Mitarbeiter bei Daimler in Untertürkheim nach Nazi-Postings gekündigt / Rechte Betriebsräte instrumentalisieren den Fall.

Die Stimmung ist angespannt beim bekannten deutschen Automobilhersteller mit dem Stern als Logo. Grund dafür ist die Kündigung zweier Mitarbeiter wegen rassistischen Verhaltens. Der Daimler-Konzern hatte im Jahr 2018 zwei Arbeiter des Werks Untertürkheim entlassen, nachdem diese einem türkischstämmigen Kollegen und IG-Metall-Vertrauensmann über Monate rassistisch beleidigt und ihm über Whatsapp Hitler- und Hakenkreuz-Bilder, verächtliche Bilder über Muslime und weitere harte menschenverachtende Posts zugesandt hatten. Das war dann zum Beispiel ein Bild von einem Wehrmachtssoldaten mit einer Schnellfeuerwaffe. Darunter steht: „Das schnellste deutsche Asylverfahren lehnt bis zu 1400 Anträge in der Minute ab.“

Als Gelbe Hand haben wir über den Vorfall mit dem Daimler-Betriebsrat aus Untertürkheim und IG Metall-Kollegen Roland Schäfer gesprochen. Dieser betonte: „Das waren klare rassistische Anfeindungen, die der Kollege über Monate ertragen musste. Das waren nicht nur die Whatsapp-Bilder, sondern auch persönliche Beleidigungen gegen ihn als Türken.“ Der Betriebsrat sieht diesen Fall auch im Lichte einer größeren Entwicklung: „Insgesamt muss ich sagen, dass die Hemmschwellen gesunken sind, das Klima und der Umgang miteinander verrohen immer mehr. Was man vor 10 Jahren nicht gesagt hätte, scheint jetzt salonfähig.“

Der betroffene türkischstämmige Vertrauensmann wandte sich nach dem monatelangen rassistischen Mobbing letztes Jahr an einen Vertreter der Vertrauenskörperleitung (VKL). Der VKL-Vertreter hat ihm empfohlen, die Vorfälle bei seinem Teamleiter zu melden. Daraufhin wurden Personalbereich und Betriebsrat benachrichtigt. Der Personalbereich hat sich dann nach den Gesprächen und aufgrund der vorliegenden, menschenverachtenden WhatsApp Nachrichten und -Bildern, dazu entschieden, Kündigungen gegen die Täter auszusprechen. Gegen die Kündigung haben die zwei Mitarbeiter geklagt, das Arbeitsgericht in Stuttgart hat die Kündigung jedoch bestätigt und als rechtmäßig erklärt. Als Grund wurden unter anderem die menschenverachtenden Whatsapp-Nachrichten angeführt. Dies zeigt einmal mehr, dass das, was in soziale Medien kommuniziert wird, nicht im rechtsfreien Raum stattfindet, sondern Auswirkungen auf das Arbeitsverhältnis haben kann – bis hin, wie in diesem Fall, zur Kündigung.

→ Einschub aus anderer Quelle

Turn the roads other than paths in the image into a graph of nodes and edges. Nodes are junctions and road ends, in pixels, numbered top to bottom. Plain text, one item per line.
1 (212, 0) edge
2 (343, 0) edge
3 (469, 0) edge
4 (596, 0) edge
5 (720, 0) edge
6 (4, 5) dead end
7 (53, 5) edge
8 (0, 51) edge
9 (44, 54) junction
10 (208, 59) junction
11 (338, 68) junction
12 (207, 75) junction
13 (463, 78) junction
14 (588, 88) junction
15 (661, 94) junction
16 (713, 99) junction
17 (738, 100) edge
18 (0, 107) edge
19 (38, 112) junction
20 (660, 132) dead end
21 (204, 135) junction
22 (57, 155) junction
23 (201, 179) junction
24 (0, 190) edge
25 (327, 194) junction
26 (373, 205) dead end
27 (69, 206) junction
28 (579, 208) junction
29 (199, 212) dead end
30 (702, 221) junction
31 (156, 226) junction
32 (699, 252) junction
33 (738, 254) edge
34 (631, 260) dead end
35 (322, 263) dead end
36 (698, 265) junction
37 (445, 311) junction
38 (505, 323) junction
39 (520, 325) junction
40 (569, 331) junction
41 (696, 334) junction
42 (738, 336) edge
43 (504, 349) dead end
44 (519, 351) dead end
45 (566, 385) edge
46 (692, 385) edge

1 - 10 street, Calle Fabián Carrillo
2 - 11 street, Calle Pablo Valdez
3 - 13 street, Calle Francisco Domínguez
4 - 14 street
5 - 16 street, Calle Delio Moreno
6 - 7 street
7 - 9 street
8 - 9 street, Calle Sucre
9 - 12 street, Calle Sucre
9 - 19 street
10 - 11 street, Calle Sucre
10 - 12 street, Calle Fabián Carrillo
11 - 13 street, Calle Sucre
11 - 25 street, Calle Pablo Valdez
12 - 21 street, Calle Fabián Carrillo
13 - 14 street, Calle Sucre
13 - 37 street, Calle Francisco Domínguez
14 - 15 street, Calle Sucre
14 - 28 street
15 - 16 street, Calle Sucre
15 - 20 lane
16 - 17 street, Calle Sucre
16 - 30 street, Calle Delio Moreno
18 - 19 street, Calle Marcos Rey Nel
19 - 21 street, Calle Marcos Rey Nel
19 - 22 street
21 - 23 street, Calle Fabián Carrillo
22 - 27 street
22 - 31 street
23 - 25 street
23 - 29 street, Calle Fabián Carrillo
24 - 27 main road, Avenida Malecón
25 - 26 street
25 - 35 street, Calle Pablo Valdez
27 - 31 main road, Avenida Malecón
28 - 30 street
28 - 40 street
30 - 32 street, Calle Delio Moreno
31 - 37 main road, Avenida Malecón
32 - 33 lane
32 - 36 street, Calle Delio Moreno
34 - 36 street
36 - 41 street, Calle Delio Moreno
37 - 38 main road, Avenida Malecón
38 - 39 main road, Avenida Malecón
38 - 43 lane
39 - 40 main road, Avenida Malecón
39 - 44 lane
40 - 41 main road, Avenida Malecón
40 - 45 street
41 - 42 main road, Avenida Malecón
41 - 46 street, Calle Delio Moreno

Damit hätte alles beendet sein können, doch der Fall schlug weitere Wellen. Die rechte Betriebsratsgruppe „Zentrum Automobil“, die in Untertürkheim mit sechs Sitzen im Betriebsrat vertreten ist, instrumentalisierte daraufhin die Kün digung der beiden deutschen Mitarbeiter für eine Propagandakampagne. Das „Zentrum Automobil“ produzierte einen 35 Minuten langen Videofilm, in dem die Täter interviewt und als die eigentlichen Opfer dargestellt werden. Die Vorwürfe gegen die beiden Entlassenen werden als absurd abgetan und die IG Metall als korrupte Gewerkschaft diffamiert, die an all dem Schuld sei.

Führender Kopf des Zentrums ist Betriebsrat Oliver Hillburger, ehemaliger Sänger der Rechtsrock-Band „Noie Werte“. Er verfügt über Verbindungen in die Szene der Neuen Rechten rund um den rechten Verleger Götz Kubitschek.

Mitte Juli kam es über den Fall vor den Toren des Werksteils in Mettingen am Stuttgarter Stadtrand auch zu einer lautstarken Auseinandersetzung zwischen rechten Anhängern des Zentrums und IG-Metall-Kollegen. Der Streit konnte erst durch Eingreifen der Polizei beendet werden.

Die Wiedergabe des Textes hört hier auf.